The pavilion is featured on lists of Hong Kong's top Instagram spots and attracts many photo-takers, including tourists from mainland China, leading to complaints of disturbance from students living nearby.

== Architecture ==
The unity of Heaven and humanity is a central concept in Confucian philosophy, which holds that the way of heaven and the way of humanity are interconnected.

The location of the Pavilion of Harmony is thoughtfully chosen, as described by former head of New Asia College, Henry Wong Nai-ching, as "one clear pool, two trees half-embracing, not a traditional garden, but with modern artistic intent" (一池清水，二樹半抱，非傳統園林，有現代筆意).

The pavilion features a glass canopy and has bamboo trees planted on the side. Under the pavilion is a stone bench overlooking Tolo Harbour.
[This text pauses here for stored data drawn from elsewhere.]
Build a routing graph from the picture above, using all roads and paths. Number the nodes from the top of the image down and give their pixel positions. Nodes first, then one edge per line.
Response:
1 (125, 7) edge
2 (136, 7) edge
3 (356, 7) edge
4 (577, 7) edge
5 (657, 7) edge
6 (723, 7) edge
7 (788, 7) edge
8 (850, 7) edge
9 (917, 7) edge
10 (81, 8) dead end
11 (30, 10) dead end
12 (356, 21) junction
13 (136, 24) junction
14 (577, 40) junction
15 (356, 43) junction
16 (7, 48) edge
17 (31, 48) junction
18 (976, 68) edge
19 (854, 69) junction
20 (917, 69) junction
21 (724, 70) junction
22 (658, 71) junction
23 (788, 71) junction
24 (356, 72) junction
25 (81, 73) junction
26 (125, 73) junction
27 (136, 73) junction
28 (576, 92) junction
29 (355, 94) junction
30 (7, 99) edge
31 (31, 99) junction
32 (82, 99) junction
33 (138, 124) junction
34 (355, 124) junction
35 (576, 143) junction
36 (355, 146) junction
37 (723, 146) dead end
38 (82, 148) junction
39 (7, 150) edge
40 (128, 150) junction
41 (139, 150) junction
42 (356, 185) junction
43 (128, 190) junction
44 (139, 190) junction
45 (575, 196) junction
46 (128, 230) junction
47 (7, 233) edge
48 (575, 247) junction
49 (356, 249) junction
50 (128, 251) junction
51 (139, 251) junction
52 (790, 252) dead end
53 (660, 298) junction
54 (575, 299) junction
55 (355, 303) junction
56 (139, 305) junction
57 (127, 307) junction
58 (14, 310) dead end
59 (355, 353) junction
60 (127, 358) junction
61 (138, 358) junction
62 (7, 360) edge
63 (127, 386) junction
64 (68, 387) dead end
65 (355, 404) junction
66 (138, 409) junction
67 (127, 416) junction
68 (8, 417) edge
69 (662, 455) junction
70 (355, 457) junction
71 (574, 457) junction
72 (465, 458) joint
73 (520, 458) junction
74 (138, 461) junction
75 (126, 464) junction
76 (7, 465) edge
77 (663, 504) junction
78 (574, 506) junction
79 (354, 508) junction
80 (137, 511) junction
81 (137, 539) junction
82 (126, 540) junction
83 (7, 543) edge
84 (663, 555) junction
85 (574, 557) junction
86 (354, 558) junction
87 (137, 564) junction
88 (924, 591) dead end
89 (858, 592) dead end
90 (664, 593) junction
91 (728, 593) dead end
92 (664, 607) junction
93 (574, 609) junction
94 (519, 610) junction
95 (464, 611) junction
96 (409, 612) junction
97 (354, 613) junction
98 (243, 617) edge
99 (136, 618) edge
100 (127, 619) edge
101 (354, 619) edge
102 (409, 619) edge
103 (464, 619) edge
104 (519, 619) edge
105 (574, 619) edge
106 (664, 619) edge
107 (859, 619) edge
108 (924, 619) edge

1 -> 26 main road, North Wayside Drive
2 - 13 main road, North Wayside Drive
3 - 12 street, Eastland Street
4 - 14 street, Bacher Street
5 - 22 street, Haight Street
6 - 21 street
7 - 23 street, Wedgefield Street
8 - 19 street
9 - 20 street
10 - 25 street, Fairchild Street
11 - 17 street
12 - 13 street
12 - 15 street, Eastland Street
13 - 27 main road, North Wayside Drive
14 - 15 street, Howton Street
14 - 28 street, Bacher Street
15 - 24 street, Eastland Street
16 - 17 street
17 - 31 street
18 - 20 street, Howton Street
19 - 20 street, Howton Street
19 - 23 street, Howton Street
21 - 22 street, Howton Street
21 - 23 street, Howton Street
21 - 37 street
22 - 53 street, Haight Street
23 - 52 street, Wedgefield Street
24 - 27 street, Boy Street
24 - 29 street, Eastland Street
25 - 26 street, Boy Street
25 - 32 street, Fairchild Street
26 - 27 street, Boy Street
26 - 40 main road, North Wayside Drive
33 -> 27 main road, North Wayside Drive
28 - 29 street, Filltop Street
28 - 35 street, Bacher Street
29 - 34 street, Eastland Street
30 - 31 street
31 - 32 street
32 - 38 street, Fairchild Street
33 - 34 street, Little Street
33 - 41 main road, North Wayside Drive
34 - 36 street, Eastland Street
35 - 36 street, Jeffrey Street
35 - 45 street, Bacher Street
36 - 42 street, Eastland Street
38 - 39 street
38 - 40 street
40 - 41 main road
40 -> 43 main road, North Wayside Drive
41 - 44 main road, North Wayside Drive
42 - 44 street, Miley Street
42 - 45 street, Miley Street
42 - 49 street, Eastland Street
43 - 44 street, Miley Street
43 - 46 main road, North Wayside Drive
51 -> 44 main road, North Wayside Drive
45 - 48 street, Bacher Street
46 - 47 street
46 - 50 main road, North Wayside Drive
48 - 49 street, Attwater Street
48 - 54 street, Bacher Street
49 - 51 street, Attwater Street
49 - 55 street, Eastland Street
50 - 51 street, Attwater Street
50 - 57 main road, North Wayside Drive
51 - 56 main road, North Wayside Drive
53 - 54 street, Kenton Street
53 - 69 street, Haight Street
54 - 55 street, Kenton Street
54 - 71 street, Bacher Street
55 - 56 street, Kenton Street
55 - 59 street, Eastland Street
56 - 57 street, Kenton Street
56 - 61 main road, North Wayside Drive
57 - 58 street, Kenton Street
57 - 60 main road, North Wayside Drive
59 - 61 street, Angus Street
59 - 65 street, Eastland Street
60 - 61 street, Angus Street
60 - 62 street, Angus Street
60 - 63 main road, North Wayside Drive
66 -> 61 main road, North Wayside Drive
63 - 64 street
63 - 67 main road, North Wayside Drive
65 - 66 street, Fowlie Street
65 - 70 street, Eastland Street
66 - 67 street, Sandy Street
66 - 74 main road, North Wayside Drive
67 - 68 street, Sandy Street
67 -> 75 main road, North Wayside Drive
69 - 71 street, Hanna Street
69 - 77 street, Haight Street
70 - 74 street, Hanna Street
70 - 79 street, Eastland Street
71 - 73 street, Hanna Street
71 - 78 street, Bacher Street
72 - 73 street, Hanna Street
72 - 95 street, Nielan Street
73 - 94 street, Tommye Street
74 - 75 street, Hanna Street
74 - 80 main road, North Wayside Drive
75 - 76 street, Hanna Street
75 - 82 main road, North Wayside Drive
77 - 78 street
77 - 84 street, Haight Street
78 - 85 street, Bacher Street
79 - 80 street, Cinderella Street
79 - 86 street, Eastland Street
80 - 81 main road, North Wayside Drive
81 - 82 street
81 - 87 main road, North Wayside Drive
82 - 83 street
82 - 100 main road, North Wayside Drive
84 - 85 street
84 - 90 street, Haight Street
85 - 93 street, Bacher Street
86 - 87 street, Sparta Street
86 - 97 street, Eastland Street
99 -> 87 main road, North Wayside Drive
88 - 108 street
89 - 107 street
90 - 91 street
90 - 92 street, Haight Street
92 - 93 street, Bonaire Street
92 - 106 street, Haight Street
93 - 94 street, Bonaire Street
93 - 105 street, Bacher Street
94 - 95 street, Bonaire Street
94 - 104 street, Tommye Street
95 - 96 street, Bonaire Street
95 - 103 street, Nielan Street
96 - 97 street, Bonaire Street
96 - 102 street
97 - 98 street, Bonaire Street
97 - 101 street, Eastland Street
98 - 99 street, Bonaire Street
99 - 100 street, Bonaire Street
In front of the pavilion sits a crescent-shaped infinity pool with a large banyan tree planted next to it. The edge of the pool appears to merge with the landscape of Tolo Harbour, creating the effect of unity between water and sky, thus enhancing the concept of unity between heaven and humanity.

The pavilion is connected to a walkway that has a long metal plaque. Engraved on the plaque is calligraphy of Chien Mu's The Theory of the Union of Man and Nature and the Seal of the Union of Man and Nature, created respectively by Lee Wun-yoon and Vincent Tong Kam-tang, professors from the CUHK Department of Fine Arts.